CHARLES E. APPLEBY, as Surviving Trustee of the Ogden Land Company, Plff. in Err., v. CITY OF BUFFALO.
221 U.S. 524 (31 S.Ct. 699, 55 L.Ed. 838)
CHARLES E. APPLEBY, as Surviving Trustee of the Ogden Land Company, Plff. in Err., v. CITY OF BUFFALO.
Argued: April 26 and 27, 1911.
Decided: May 29, 1911.
- opinion, Day [HTML]
Messrs. O. O. Cottle and Edmund P. Cottle for plaintiff in error.
Messrs. Clark H. Hammond and George E. Pierce for defendant in error.
Mr. Justice Day delivered the opinion of the court:
This case originated in a proceeding begun by the city of Buffalo to appropriate the lands of the plaintiff in error under the waters of the Buffalo river, between the Buffalo Creek Indian Reservation line, at or near the crossing of Hamburg street, and the easterly city line of the city of Buffalo. These lands are said to lie under the waters for about 7 miles in the circuitous winding of the river, and to embrace about 141 acres.
Application was made to the supreme court of the state of New York, at Buffalo, for the appointment of commissioners to ascertain the compensation to be made the owner for the lands described. The plaintiff in error appeared, and three commissioners were appointed to ascertain the just compensation to be awarded to the owner. The commissioners were duly sworn, viewed the premises, and heard a considerable amount of testimony, both for the city and the plaintiff in error, and made a report awarding compensation for the lands taken in the sum of 6 cents. The plaintiff in error excepted to the award, but the same was confirmed in the supreme court of New York. Plaintiff in error moved to set aside the order confirming the report, which was done, and thereupon a new order of confirmation was entered, setting out the proceedings in greater detail.
From the order of the supreme court confirming the report of the commissioners appeal was taken by the plaintiff in error to the appellate division of the supreme court of New York, and that court held that the only question presented by the appeal was the adequacy of the award, and reached the conclusion that the evidence showed conclusively that the property was valuable; that while the exact value was difficult to determine, the evidence established that it was more than nominal. 116 App.

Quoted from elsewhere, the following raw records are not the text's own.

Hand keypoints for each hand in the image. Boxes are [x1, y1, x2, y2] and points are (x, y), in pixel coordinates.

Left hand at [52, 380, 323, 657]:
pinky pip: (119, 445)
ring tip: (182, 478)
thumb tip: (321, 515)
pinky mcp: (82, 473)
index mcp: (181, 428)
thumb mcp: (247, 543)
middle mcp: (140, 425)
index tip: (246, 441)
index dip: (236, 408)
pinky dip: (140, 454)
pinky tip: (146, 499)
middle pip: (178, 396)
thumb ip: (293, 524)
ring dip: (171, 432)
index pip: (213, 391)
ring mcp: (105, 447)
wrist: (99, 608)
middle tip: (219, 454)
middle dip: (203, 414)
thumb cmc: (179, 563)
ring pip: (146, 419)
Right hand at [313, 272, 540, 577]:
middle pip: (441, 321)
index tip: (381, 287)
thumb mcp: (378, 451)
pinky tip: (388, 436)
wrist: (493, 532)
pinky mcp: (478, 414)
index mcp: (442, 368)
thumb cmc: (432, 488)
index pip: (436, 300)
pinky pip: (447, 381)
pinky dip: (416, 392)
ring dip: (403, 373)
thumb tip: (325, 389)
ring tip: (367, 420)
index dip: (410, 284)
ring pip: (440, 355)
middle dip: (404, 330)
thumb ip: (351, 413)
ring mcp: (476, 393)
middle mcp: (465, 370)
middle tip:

Div. 555, 101 N. Y. Supp. 966.
The appellate division reversed the order of the supreme court, and adjudged that new commissioners should be appointed, at special term, to determine the compensation to be paid the owners of the premises in question.

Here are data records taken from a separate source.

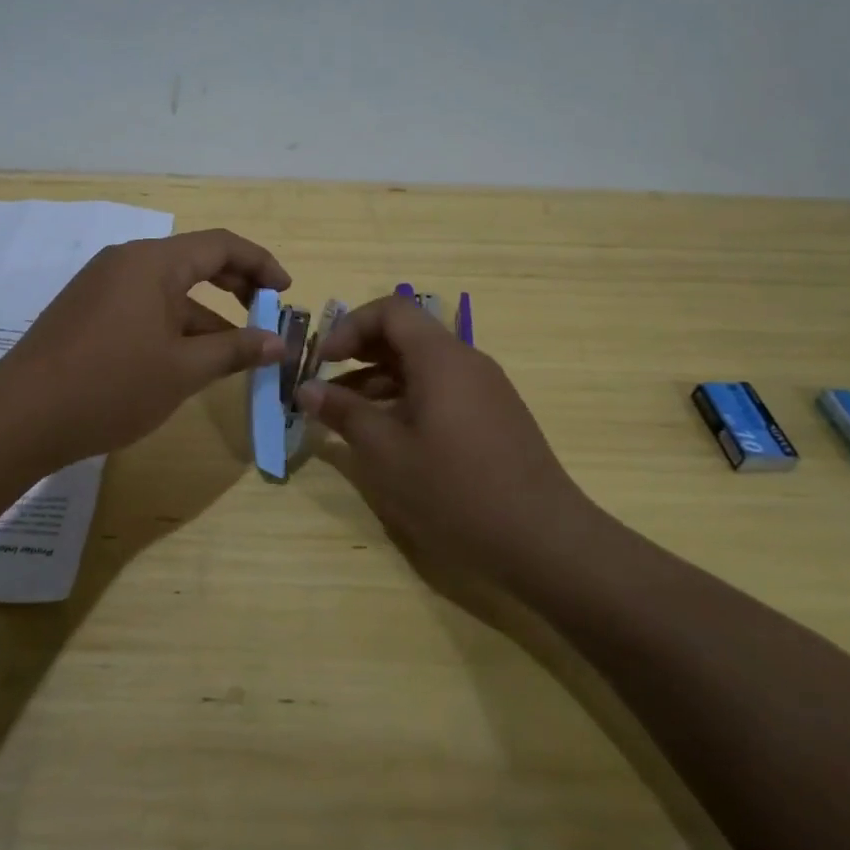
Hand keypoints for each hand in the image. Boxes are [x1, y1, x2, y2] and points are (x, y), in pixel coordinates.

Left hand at [0, 229, 291, 467]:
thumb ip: (235, 350)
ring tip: (233, 354)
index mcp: (152, 262)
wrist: (20, 418)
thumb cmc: (111, 386)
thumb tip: (278, 343)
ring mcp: (101, 286)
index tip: (287, 292)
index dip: (261, 264)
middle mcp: (126, 262)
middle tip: (266, 318)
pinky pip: (143, 307)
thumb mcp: (183, 370)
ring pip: (168, 290)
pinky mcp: (86, 312)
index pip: (221, 245)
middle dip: (236, 287)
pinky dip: (173, 326)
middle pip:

The appellate division granted leave to the city to appeal to the court of appeals of the state of New York, and certified to that court four questions for review, as follows:
'1. Is Charles E. Appleby, as surviving trustee of the Ogden Land Company, under the facts in this proceeding, entitled to an award of more than 6 cents damages, on the city of Buffalo acquiring the fee to the lands under the waters of the Buffalo river in eminent domain proceedings, taken pursuant to its revised city charter, for the purposes of a public highway?
'2. Were the appraisal commissioners authorized and empowered, under the facts in this proceeding, to fix the actual damages of Charles E. Appleby, as surviving trustee of the Ogden Land Company, on the city of Buffalo acquiring the fee to the lands under the waters of the Buffalo river, at 6 cents, and to award said sum as and for the just compensation to be made to said Charles E. Appleby, as surviving trustee of the Ogden Land Company?

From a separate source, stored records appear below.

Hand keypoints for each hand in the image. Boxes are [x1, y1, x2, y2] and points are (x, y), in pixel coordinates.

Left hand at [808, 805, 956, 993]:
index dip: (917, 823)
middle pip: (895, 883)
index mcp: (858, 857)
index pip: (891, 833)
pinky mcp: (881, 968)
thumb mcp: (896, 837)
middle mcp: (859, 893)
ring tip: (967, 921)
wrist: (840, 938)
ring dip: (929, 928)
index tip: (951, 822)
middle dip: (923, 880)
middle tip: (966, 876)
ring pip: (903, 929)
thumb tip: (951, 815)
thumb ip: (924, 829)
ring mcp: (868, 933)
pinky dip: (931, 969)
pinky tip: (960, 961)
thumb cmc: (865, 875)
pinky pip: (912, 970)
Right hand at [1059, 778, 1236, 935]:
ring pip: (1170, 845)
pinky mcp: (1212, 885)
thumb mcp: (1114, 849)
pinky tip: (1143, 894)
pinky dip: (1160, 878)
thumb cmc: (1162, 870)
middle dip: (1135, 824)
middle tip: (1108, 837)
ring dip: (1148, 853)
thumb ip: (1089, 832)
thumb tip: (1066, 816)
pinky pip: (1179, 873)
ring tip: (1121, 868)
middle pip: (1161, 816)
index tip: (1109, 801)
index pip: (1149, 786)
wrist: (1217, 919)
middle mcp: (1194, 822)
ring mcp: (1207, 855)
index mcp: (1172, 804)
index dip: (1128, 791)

'3. Does the city of Buffalo in this proceeding show a necessity for acquiring the fee of said lands? '4. Did any of the exceptions call for a reversal of the order confirming the appraisal commissioners' report?'
The court of appeals overruled a motion to dismiss the appeal. (This ruling is reported in 189 N. Y. 573, 82 N. E. 1124. It answered the four questions propounded by the appellate division in an opinion reported in 189 N. Y. 163, 81 N. E. 954, the questions being answered as follows: 'The first question should be answered in the negative. The second question should be answered in the affirmative. The third question is immaterial and not answered. The fourth question should be answered in the negative.'
The court of appeals held, among other things, that the Buffalo river had been made a public highway by law; that for a large part of the distance through the city of Buffalo it is navigable to large boats from the lakes, and is a stream of much commercial importance. It held that the proceedings were under due authority of law as enacted in the charter of the city of Buffalo. In answering the questions, the court of appeals said: 'We have no great difficulty in answering these questions to the effect that the commissioners were authorized upon the evidence presented to them, if they saw fit so to do, to award only nominal damages for the land sought to be acquired by the city. In reaching this conclusion we have assumed, as did the city in the institution of the proceedings, that the respondent was vested with the fee of the river bed. Upon the other hand, there does not appear to be any dispute that either by him or by the company whose rights he represents, substantially all of the land abutting upon the river upon either side formerly owned by the company had been conveyed away. This is a matter of importance, as bearing upon the value of the bed of the stream, because if the bed and fee to the abutting lands were owned by the same party, it very well might be that the possible connected use of the two would be an element of much importance in passing upon the value of the bed.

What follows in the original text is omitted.